Longitudinal effects of SARS-CoV-2 breakthrough infection on imprinting of neutralizing antibody responses

EBioMedicine. 2024 Nov 9:110:105438. doi: 10.1016/j.ebiom.2024.105438. Online ahead of print.

Abstract

Background: The impact of the infecting SARS-CoV-2 variant of concern (VOC) and the vaccination status was determined on the magnitude, breadth, and durability of the neutralizing antibody (nAb) profile in a longitudinal multicentre cohort study.

Methods: 173 vaccinated and 56 non-vaccinated individuals were enrolled after SARS-CoV-2 Alpha, Delta, or Omicron infection and visited four times within 6 months and nAbs were measured for D614G, Alpha, Delta, BA.1, BA.2, BA.5, BQ.1.1, XBB.1.5 and JN.1.

Findings: Magnitude-breadth-analysis showed enhanced neutralization capacity in vaccinated individuals against multiple VOCs. Longitudinal analysis revealed sustained neutralization magnitude-breadth after antigenically distant Delta or Omicron breakthrough infection (BTI), with triple-vaccinated individuals showing significantly elevated titres and improved breadth. Antigenic mapping and antibody landscaping revealed initial boosting of vaccine-induced WT-specific responses after BTI, a shift in neutralization towards infecting VOCs at peak responses and an immune imprinted bias towards dominating WT immunity in the long-term. Despite that bias, machine-learning models confirmed a sustained shift of the immune-profiles following BTI.

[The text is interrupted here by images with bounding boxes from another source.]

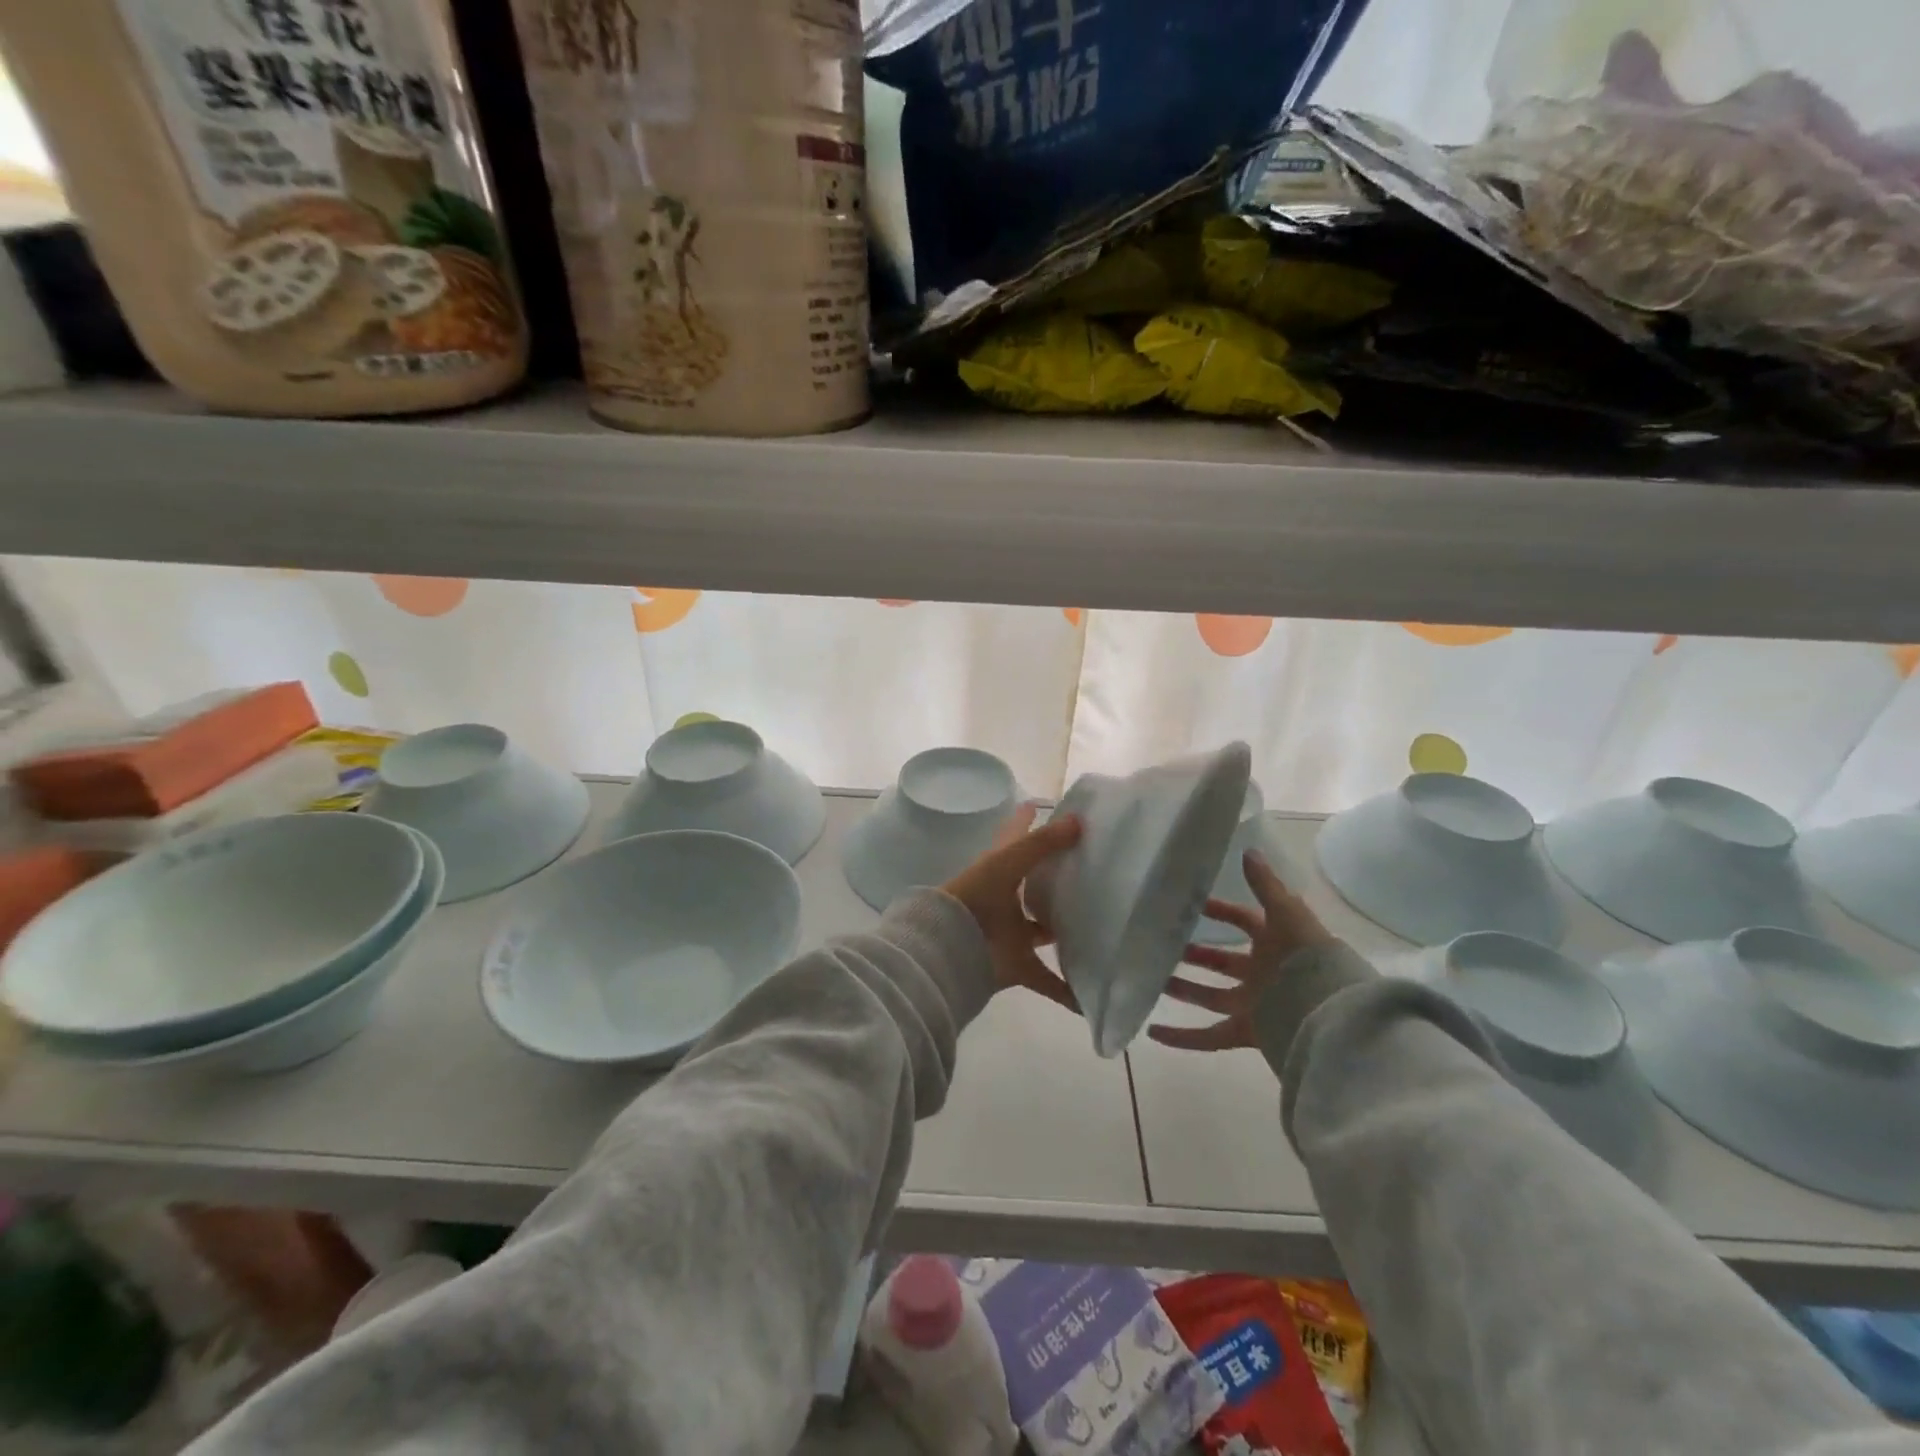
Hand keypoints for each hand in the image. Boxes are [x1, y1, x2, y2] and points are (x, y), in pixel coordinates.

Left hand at [942, 803, 1081, 1009]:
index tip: (1041, 804)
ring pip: (1043, 931)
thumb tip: (1078, 820)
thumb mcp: (1008, 861)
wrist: (948, 948)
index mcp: (999, 869)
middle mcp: (1006, 899)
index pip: (1014, 837)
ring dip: (1064, 931)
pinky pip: (1047, 981)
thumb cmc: (976, 895)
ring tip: (1100, 926)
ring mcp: (1011, 933)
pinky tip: (1091, 999)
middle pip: (1033, 886)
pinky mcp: (1017, 965)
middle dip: (1055, 881)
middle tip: (1092, 871)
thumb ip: (1042, 842)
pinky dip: (1067, 992)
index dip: (1025, 820)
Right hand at [1147, 850, 1334, 1050]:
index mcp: (1275, 942)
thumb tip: (1248, 850)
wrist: (1331, 1014)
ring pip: (1210, 996)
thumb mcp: (1286, 913)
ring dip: (1183, 990)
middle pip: (1223, 961)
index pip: (1243, 921)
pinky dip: (1181, 1037)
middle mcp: (1263, 973)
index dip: (1219, 911)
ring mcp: (1255, 1004)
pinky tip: (1154, 1032)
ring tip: (1152, 981)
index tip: (1190, 905)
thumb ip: (1266, 885)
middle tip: (1164, 944)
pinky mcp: (1247, 1032)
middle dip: (1196, 953)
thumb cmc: (1307, 958)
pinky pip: (1208, 1036)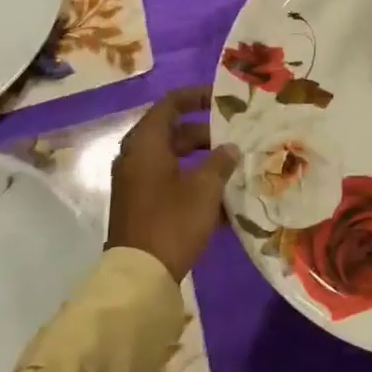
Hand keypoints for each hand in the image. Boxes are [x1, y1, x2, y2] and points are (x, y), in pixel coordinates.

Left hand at [107, 87, 239, 281]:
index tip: (223, 100)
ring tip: (234, 166)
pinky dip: (192, 182)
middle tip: (236, 137)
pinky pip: (169, 181)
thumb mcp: (205, 188)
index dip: (197, 96)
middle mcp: (136, 157)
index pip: (171, 104)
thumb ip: (220, 162)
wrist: (139, 275)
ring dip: (202, 160)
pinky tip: (221, 198)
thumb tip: (230, 148)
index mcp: (146, 143)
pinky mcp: (140, 204)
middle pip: (173, 132)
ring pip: (173, 159)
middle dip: (206, 133)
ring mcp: (136, 182)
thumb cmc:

Interpretation: In summary, our longitudinal analysis revealed delayed and short lived nAb shifts towards the infecting VOC, but an immune imprinted bias towards long-term vaccine induced immunity after BTI.

Funding: This work was funded by the Bavarian State Ministry of Science and the Arts for the CoVaKo study and the ForCovid project. The funders had no influence on the study design, data analysis or data interpretation.

Keywords: Antigenic map; COVID-19 breakthrough infection; Immune imprinting; Machine learning; Magnitude-breadth; Neutralization; SARS-CoV-2.